- EXERCISE PROMPT
State the number of lines in these records that include the word "Benedito", and add nothing to it.
(SOURCE MATERIAL)
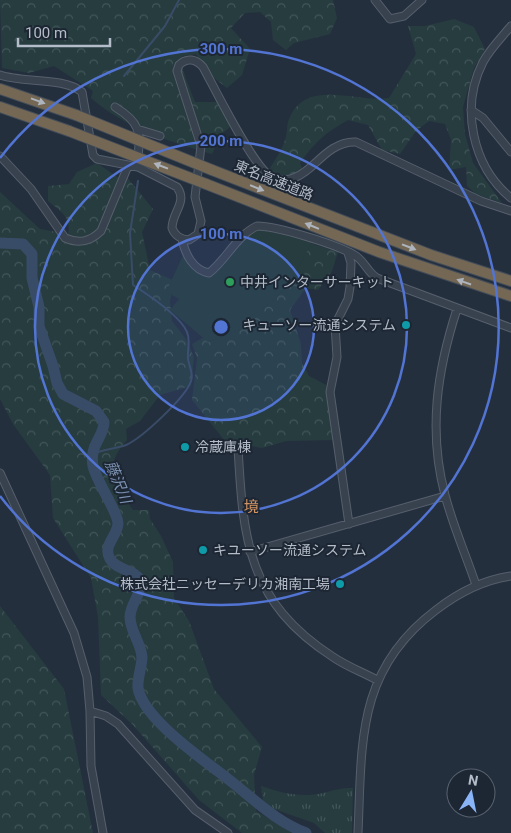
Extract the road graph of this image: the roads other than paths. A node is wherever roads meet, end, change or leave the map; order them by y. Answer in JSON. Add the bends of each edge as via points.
{"nodes":[{"id":1,"x":375,"y":0,"type":"edge"},
{"id":2,"x":422,"y":0,"type":"edge"},
{"id":3,"x":511,"y":26,"type":"edge"},
{"id":4,"x":0,"y":75,"type":"edge"},
{"id":5,"x":0,"y":88,"type":"edge"},
{"id":6,"x":0,"y":107,"type":"edge"},
{"id":7,"x":115,"y":107,"type":"dead end"},
{"id":8,"x":471,"y":110,"type":"junction"},
{"id":9,"x":137,"y":128,"type":"junction"},
{"id":10,"x":160,"y":136,"type":"dead end"},
{"id":11,"x":511,"y":152,"type":"edge"},
{"id":12,"x":0,"y":156,"type":"edge"},
{"id":13,"x":128,"y":166,"type":"junction"},
{"id":14,"x":138,"y":168,"type":"junction"},
{"id":15,"x":511,"y":198,"type":"edge"},
{"id":16,"x":511,"y":211,"type":"edge"},
{"id":17,"x":182,"y":239,"type":"junction"},
{"id":18,"x":348,"y":252,"type":"junction"},
{"id":19,"x":511,"y":281,"type":"edge"},
{"id":20,"x":511,"y":296,"type":"edge"},
{"id":21,"x":458,"y":309,"type":"junction"},
{"id":22,"x":511,"y":328,"type":"edge"},
{"id":23,"x":238,"y":447,"type":"dead end"},
{"id":24,"x":0,"y":474,"type":"edge"},
{"id":25,"x":445,"y":496,"type":"junction"},
{"id":26,"x":349,"y":524,"type":"junction"},
{"id":27,"x":250,"y":552,"type":"junction"},
{"id":28,"x":511,"y":576,"type":"edge"},
{"id":29,"x":476,"y":585,"type":"junction"},
{"id":30,"x":377,"y":680,"type":"junction"},
{"id":31,"x":90,"y":711,"type":"junction"},
{"id":32,"x":103,"y":833,"type":"edge"},
{"id":33,"x":228,"y":833,"type":"edge"},
{"id":34,"x":358,"y":833,"type":"edge"}],
"edges":[{"from":1,"to":2,"type":"street","via":[[390,19],[398,19]]},
{"from":3,"to":8,"type":"street","via":[[483,63],[474,85]]},
{"from":4,"to":13,"type":"street","via":[[78,88],[85,98],[93,155]]},
{"from":5,"to":19,"type":"highway","name":"東名高速道路","one_way":true,"bridge":true,"via":[[431,255]]},
{"from":20,"to":6,"type":"highway","name":"東名高速道路","one_way":true,"bridge":true,"via":[[379,252]]},
{"from":7,"to":9,"type":"street","via":[[132,117]]},
{"from":8,"to":11,"type":"street","via":[[483,118]]},
{"from":8,"to":15,"type":"street","via":[[480,158]]},
{"from":9,"to":10,"type":"street"},
{"from":9,"to":14,"type":"street"},
{"from":12,"to":13,"type":"street","via":[[31,189],[65,238],[81,242],[101,231]]},
{"from":13,"to":14,"type":"street"},
{"from":14,"to":17,"type":"street","via":[[177,187],[182,201],[172,228]]},
{"from":16,"to":17,"type":"street","via":[[481,201],[356,142],[338,145],[300,176],[287,180],[274,178],[259,166],[203,67],[188,60],[179,65],[178,76],[201,146],[195,197],[201,221],[198,234],[188,240]]},
{"from":17,"to":18,"type":"street","via":[[187,255],[202,272],[209,273],[223,262],[243,234],[257,226],[300,235]]},
{"from":18,"to":21,"type":"street","via":[[377,278]]},
{"from":18,"to":26,"type":"street","via":[[351,263],[349,293],[335,325],[337,357],[330,392]]},
{"from":21,"to":22,"type":"street"},
{"from":21,"to":25,"type":"street","via":[[445,347],[437,389],[438,461]]},
{"from":23,"to":27,"type":"street","via":[[244,523]]},
{"from":24,"to":31,"type":"street","via":[[74,633],[87,677]]},
{"from":25,"to":26,"type":"street"},
{"from":25,"to":29,"type":"street"},
{"from":26,"to":27,"type":"street"},
{"from":27,"to":30,"type":"street","via":[[266,591],[297,630],[335,658]]},
{"from":28,"to":29,"type":"street"},
{"from":29,"to":30,"type":"street","via":[[424,619],[405,638]]},
{"from":30,"to":34,"type":"street","via":[[364,724]]},
{"from":31,"to":32,"type":"street","via":[[91,766]]},
{"from":31,"to":33,"type":"street","via":[[118,724],[195,810]]}]}
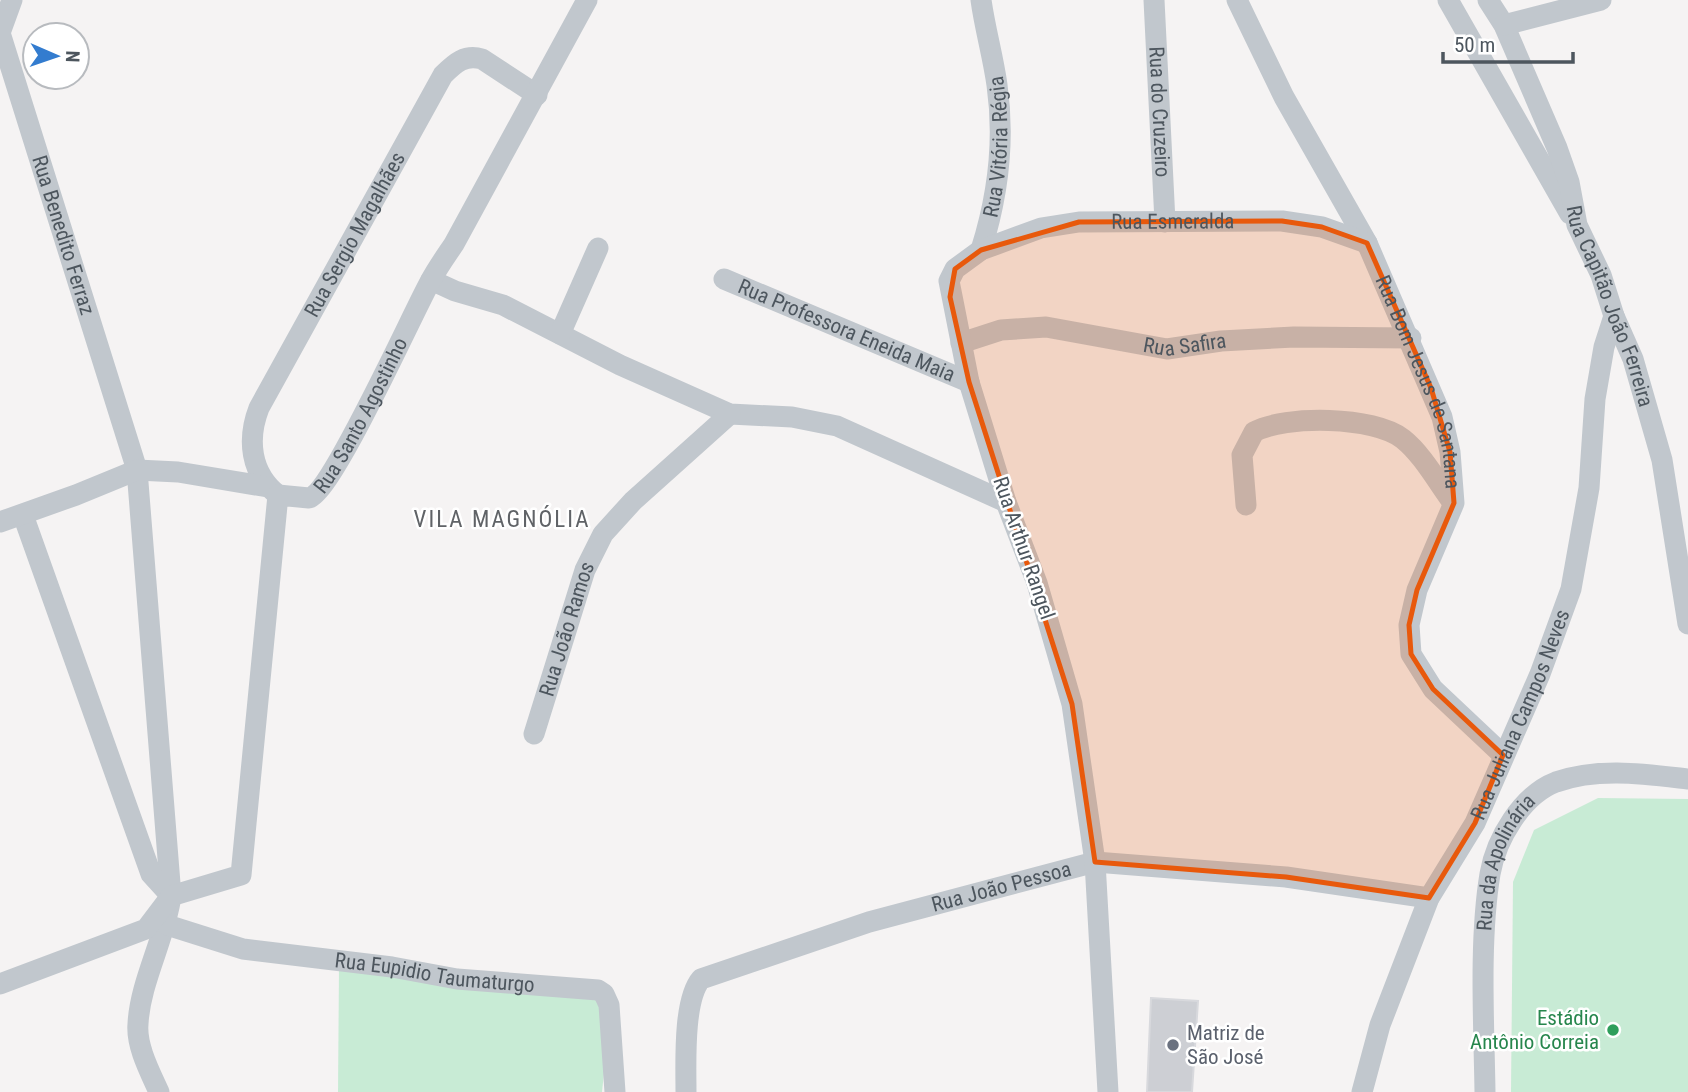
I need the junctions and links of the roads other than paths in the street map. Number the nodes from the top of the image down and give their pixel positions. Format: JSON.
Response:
{"nodes":[{"id":1,"x":12,"y":0,"type":"edge"},
{"id":2,"x":587,"y":0,"type":"edge"},
{"id":3,"x":981,"y":0,"type":"edge"},
{"id":4,"x":1154,"y":0,"type":"edge"},
{"id":5,"x":1237,"y":0,"type":"edge"},
{"id":6,"x":1448,"y":0,"type":"edge"},
{"id":7,"x":1489,"y":0,"type":"edge"},
{"id":8,"x":1601,"y":0,"type":"edge"},
{"id":9,"x":1504,"y":25,"type":"junction"},
{"id":10,"x":0,"y":33,"type":"edge"},
{"id":11,"x":537,"y":95,"type":"junction"},
{"id":12,"x":1165,"y":222,"type":"junction"},
{"id":13,"x":1577,"y":225,"type":"junction"},
{"id":14,"x":1367,"y":243,"type":"junction"},
{"id":15,"x":598,"y":248,"type":"dead end"},
{"id":16,"x":981,"y":250,"type":"junction"},
{"id":17,"x":724,"y":279,"type":"dead end"},
{"id":18,"x":431,"y":280,"type":"junction"},
{"id":19,"x":1614,"y":316,"type":"junction"},
{"id":20,"x":560,"y":334,"type":"junction"},
{"id":21,"x":1410,"y":338,"type":"junction"},
{"id":22,"x":961,"y":343,"type":"junction"},
{"id":23,"x":970,"y":382,"type":"junction"},
{"id":24,"x":730,"y":414,"type":"junction"},
{"id":25,"x":137,"y":470,"type":"junction"},
{"id":26,"x":273,"y":491,"type":"junction"},
{"id":27,"x":1006,"y":502,"type":"junction"},
{"id":28,"x":1454,"y":503,"type":"junction"},
{"id":29,"x":1245,"y":505,"type":"dead end"},
{"id":30,"x":23,"y":515,"type":"junction"},
{"id":31,"x":0,"y":522,"type":"edge"},
{"id":32,"x":1688,"y":624,"type":"edge"},
{"id":33,"x":534,"y":734,"type":"dead end"},
{"id":34,"x":1503,"y":755,"type":"junction"},
{"id":35,"x":1688,"y":779,"type":"edge"},
{"id":36,"x":1096,"y":862,"type":"junction"},
{"id":37,"x":171,"y":896,"type":"junction"},
{"id":38,"x":1429,"y":898,"type":"junction"},
{"id":39,"x":167,"y":925,"type":"junction"},
{"id":40,"x":0,"y":984,"type":"edge"},
{"id":41,"x":159,"y":1092,"type":"edge"},
{"id":42,"x":615,"y":1092,"type":"edge"},
{"id":43,"x":686,"y":1092,"type":"edge"},
{"id":44,"x":1108,"y":1092,"type":"edge"},
{"id":45,"x":1362,"y":1092,"type":"edge"},
{"id":46,"x":1485,"y":1092,"type":"edge"}],
"edges":[{"from":1,"to":10,"type":"street","name":"Rua Benedito Ferraz"},
{"from":2,"to":11,"type":"street","name":"Rua Santo Agostinho"},
{"from":3,"to":16,"type":"street","name":"Rua Vitória Régia"},
{"from":4,"to":12,"type":"street","name":"Rua do Cruzeiro"},
{"from":5,"to":14,"type":"street","name":"Rua Bom Jesus de Santana"},
{"from":6,"to":13,"type":"street"},
{"from":7,"to":9,"type":"street","name":"Rua Capitão João Ferreira"},
{"from":8,"to":9,"type":"street"},
{"from":9,"to":13,"type":"street","name":"Rua Capitão João Ferreira"},
{"from":10,"to":25,"type":"street","name":"Rua Benedito Ferraz"},
{"from":11,"to":18,"type":"street","name":"Rua Santo Agostinho"},
{"from":11,"to":26,"type":"street","name":"Rua Sergio Magalhães"},
{"from":12,"to":14,"type":"street","name":"Rua Esmeralda"},
{"from":12,"to":16,"type":"street","name":"Rua Esmeralda"},
{"from":13,"to":19,"type":"street","name":"Rua Capitão João Ferreira"},
{"from":14,"to":21,"type":"street","name":"Rua Bom Jesus de Santana"},
{"from":15,"to":20,"type":"street"},
{"from":16,"to":22,"type":"street","name":"Rua Arthur Rangel"},
{"from":17,"to":23,"type":"street","name":"Rua Professora Eneida Maia"},
{"from":18,"to":20,"type":"street"},
{"from":18,"to":26,"type":"street","name":"Rua Santo Agostinho"},
{"from":19,"to":32,"type":"street","name":"Rua Capitão João Ferreira"},
{"from":19,"to":34,"type":"street","name":"Rua Juliana Campos Neves"},
{"from":20,"to":24,"type":"street"},
{"from":21,"to":22,"type":"street","name":"Rua Safira"},
{"from":21,"to":28,"type":"street","name":"Rua Bom Jesus de Santana"},
{"from":22,"to":23,"type":"street","name":"Rua Arthur Rangel"},
{"from":23,"to":27,"type":"street","name":"Rua Arthur Rangel"},
{"from":24,"to":27,"type":"street"},
{"from":24,"to":33,"type":"street","name":"Rua João Ramos"},
{"from":25,"to":26,"type":"street"},
{"from":25,"to":30,"type":"street"},
{"from":25,"to":37,"type":"street","name":"Rua Benedito Ferraz"},
{"from":26,"to":37,"type":"street"},
{"from":27,"to":36,"type":"street","name":"Rua Arthur Rangel"},
{"from":28,"to":29,"type":"street"},
{"from":28,"to":34,"type":"street","name":"Rua Bom Jesus de Santana"},
{"from":30,"to":31,"type":"street"},
{"from":30,"to":37,"type":"street"},
{"from":34,"to":38,"type":"street","name":"Rua Juliana Campos Neves"},
{"from":35,"to":46,"type":"street","name":"Rua da Apolinária"},
{"from":36,"to":38,"type":"street","name":"Rua João Pessoa"},
{"from":36,"to":43,"type":"street","name":"Rua João Pessoa"},
{"from":36,"to":44,"type":"street","name":"Rua Arthur Rangel"},
{"from":37,"to":39,"type":"street"},
{"from":37,"to":40,"type":"street"},
{"from":38,"to":45,"type":"street","name":"Rua Juliana Campos Neves"},
{"from":39,"to":41,"type":"street"},
{"from":39,"to":42,"type":"street","name":"Rua Eupidio Taumaturgo"}]}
(End SOURCE MATERIAL)
- EXERCISE OUTPUT
3